::: Data listing :::

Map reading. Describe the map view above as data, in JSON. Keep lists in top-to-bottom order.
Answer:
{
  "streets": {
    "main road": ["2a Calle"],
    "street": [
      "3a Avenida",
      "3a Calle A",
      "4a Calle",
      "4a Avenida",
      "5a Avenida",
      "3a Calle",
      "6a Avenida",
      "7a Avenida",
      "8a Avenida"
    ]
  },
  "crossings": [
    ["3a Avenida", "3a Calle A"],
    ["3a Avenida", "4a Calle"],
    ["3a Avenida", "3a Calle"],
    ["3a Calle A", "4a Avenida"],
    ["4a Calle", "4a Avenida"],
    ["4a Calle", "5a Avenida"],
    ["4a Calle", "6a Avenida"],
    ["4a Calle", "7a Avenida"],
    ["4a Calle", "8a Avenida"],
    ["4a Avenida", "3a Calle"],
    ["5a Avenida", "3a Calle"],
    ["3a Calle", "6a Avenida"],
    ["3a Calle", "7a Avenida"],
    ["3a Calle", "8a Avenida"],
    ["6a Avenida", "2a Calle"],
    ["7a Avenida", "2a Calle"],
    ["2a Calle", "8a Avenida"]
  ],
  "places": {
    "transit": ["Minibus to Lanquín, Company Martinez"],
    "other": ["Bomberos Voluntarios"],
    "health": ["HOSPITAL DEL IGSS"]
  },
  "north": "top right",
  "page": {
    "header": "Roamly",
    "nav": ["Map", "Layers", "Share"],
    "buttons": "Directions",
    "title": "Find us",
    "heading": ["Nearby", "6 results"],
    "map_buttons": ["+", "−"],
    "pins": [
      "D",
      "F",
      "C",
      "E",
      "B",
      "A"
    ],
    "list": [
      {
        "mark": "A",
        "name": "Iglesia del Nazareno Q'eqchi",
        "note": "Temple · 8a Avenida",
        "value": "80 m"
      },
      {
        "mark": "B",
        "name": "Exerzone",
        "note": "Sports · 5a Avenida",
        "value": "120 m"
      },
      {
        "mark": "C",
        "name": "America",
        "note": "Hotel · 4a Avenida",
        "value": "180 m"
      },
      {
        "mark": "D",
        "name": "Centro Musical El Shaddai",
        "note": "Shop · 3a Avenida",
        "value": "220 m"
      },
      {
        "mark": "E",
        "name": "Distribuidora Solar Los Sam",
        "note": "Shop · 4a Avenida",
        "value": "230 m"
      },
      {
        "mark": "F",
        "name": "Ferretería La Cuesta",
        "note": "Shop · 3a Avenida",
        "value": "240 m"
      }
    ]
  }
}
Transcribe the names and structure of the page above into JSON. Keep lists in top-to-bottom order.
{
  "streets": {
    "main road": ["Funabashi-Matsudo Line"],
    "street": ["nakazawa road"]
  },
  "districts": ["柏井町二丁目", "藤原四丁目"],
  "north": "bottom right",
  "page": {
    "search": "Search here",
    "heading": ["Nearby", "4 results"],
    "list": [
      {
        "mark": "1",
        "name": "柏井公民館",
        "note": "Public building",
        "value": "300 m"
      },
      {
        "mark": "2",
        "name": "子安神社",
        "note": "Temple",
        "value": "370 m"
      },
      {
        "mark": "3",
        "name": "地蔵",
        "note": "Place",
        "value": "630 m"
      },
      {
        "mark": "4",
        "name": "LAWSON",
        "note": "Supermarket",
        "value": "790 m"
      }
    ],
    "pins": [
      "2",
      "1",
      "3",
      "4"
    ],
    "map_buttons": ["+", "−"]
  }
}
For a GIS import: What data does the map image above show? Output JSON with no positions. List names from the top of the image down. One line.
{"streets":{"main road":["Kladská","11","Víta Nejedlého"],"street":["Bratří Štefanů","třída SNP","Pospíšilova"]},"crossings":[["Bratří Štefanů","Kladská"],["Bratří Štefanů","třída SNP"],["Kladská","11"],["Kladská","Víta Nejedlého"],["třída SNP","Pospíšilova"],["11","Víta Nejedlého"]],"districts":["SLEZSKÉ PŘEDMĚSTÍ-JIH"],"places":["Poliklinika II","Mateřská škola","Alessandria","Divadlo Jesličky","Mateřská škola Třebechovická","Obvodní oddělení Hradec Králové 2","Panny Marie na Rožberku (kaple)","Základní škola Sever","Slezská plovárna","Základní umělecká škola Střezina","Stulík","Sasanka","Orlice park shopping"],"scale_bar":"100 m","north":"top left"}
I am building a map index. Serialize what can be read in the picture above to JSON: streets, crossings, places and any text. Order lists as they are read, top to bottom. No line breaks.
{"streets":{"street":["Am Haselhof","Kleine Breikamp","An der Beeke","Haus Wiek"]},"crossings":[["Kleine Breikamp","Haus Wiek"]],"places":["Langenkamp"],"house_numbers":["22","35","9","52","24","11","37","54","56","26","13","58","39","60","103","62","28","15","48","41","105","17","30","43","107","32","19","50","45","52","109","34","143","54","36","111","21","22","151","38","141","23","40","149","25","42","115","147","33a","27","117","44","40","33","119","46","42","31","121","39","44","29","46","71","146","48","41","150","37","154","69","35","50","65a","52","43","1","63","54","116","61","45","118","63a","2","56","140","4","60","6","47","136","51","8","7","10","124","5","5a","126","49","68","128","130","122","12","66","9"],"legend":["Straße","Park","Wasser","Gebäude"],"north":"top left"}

:::

Exercise directions:
Once you have read the records, output each one exactly as written.

Output of the exercise:
Map reading. Describe the map view above as data, in JSON. Keep lists in top-to-bottom order.
Answer:
{
  "streets": {
    "main road": ["2a Calle"],
    "street": [
      "3a Avenida",
      "3a Calle A",
      "4a Calle",
      "4a Avenida",
      "5a Avenida",
      "3a Calle",
      "6a Avenida",
      "7a Avenida",
      "8a Avenida"
    ]
  },
  "crossings": [
    ["3a Avenida", "3a Calle A"],
    ["3a Avenida", "4a Calle"],
    ["3a Avenida", "3a Calle"],
    ["3a Calle A", "4a Avenida"],
    ["4a Calle", "4a Avenida"],
    ["4a Calle", "5a Avenida"],
    ["4a Calle", "6a Avenida"],
    ["4a Calle", "7a Avenida"],
    ["4a Calle", "8a Avenida"],
    ["4a Avenida", "3a Calle"],
    ["5a Avenida", "3a Calle"],
    ["3a Calle", "6a Avenida"],
    ["3a Calle", "7a Avenida"],
    ["3a Calle", "8a Avenida"],
    ["6a Avenida", "2a Calle"],
    ["7a Avenida", "2a Calle"],
    ["2a Calle", "8a Avenida"]
  ],
  "places": {
    "transit": ["Minibus to Lanquín, Company Martinez"],
    "other": ["Bomberos Voluntarios"],
    "health": ["HOSPITAL DEL IGSS"]
  },
  "north": "top right",
  "page": {
    "header": "Roamly",
    "nav": ["Map", "Layers", "Share"],
    "buttons": "Directions",
    "title": "Find us",
    "heading": ["Nearby", "6 results"],
    "map_buttons": ["+", "−"],
    "pins": [
      "D",
      "F",
      "C",
      "E",
      "B",
      "A"
    ],
    "list": [
      {
        "mark": "A",
        "name": "Iglesia del Nazareno Q'eqchi",
        "note": "Temple · 8a Avenida",
        "value": "80 m"
      },
      {
        "mark": "B",
        "name": "Exerzone",
        "note": "Sports · 5a Avenida",
        "value": "120 m"
      },
      {
        "mark": "C",
        "name": "America",
        "note": "Hotel · 4a Avenida",
        "value": "180 m"
      },
      {
        "mark": "D",
        "name": "Centro Musical El Shaddai",
        "note": "Shop · 3a Avenida",
        "value": "220 m"
      },
      {
        "mark": "E",
        "name": "Distribuidora Solar Los Sam",
        "note": "Shop · 4a Avenida",
        "value": "230 m"
      },
      {
        "mark": "F",
        "name": "Ferretería La Cuesta",
        "note": "Shop · 3a Avenida",
        "value": "240 m"
      }
    ]
  }
}
Transcribe the names and structure of the page above into JSON. Keep lists in top-to-bottom order.
{
  "streets": {
    "main road": ["Funabashi-Matsudo Line"],
    "street": ["nakazawa road"]
  },
  "districts": ["柏井町二丁目", "藤原四丁目"],
  "north": "bottom right",
  "page": {
    "search": "Search here",
    "heading": ["Nearby", "4 results"],
    "list": [
      {
        "mark": "1",
        "name": "柏井公民館",
        "note": "Public building",
        "value": "300 m"
      },
      {
        "mark": "2",
        "name": "子安神社",
        "note": "Temple",
        "value": "370 m"
      },
      {
        "mark": "3",
        "name": "地蔵",
        "note": "Place",
        "value": "630 m"
      },
      {
        "mark": "4",
        "name": "LAWSON",
        "note": "Supermarket",
        "value": "790 m"
      }
    ],
    "pins": [
      "2",
      "1",
      "3",
      "4"
    ],
    "map_buttons": ["+", "−"]
  }
}
For a GIS import: What data does the map image above show? Output JSON with no positions. List names from the top of the image down. One line.
{"streets":{"main road":["Kladská","11","Víta Nejedlého"],"street":["Bratří Štefanů","třída SNP","Pospíšilova"]},"crossings":[["Bratří Štefanů","Kladská"],["Bratří Štefanů","třída SNP"],["Kladská","11"],["Kladská","Víta Nejedlého"],["třída SNP","Pospíšilova"],["11","Víta Nejedlého"]],"districts":["SLEZSKÉ PŘEDMĚSTÍ-JIH"],"places":["Poliklinika II","Mateřská škola","Alessandria","Divadlo Jesličky","Mateřská škola Třebechovická","Obvodní oddělení Hradec Králové 2","Panny Marie na Rožberku (kaple)","Základní škola Sever","Slezská plovárna","Základní umělecká škola Střezina","Stulík","Sasanka","Orlice park shopping"],"scale_bar":"100 m","north":"top left"}
I am building a map index. Serialize what can be read in the picture above to JSON: streets, crossings, places and any text. Order lists as they are read, top to bottom. No line breaks.
{"streets":{"street":["Am Haselhof","Kleine Breikamp","An der Beeke","Haus Wiek"]},"crossings":[["Kleine Breikamp","Haus Wiek"]],"places":["Langenkamp"],"house_numbers":["22","35","9","52","24","11","37","54","56","26","13","58","39","60","103","62","28","15","48","41","105","17","30","43","107","32","19","50","45","52","109","34","143","54","36","111","21","22","151","38","141","23","40","149","25","42","115","147","33a","27","117","44","40","33","119","46","42","31","121","39","44","29","46","71","146","48","41","150","37","154","69","35","50","65a","52","43","1","63","54","116","61","45","118","63a","2","56","140","4","60","6","47","136","51","8","7","10","124","5","5a","126","49","68","128","130","122","12","66","9"],"legend":["Straße","Park","Wasser","Gebäude"],"north":"top left"}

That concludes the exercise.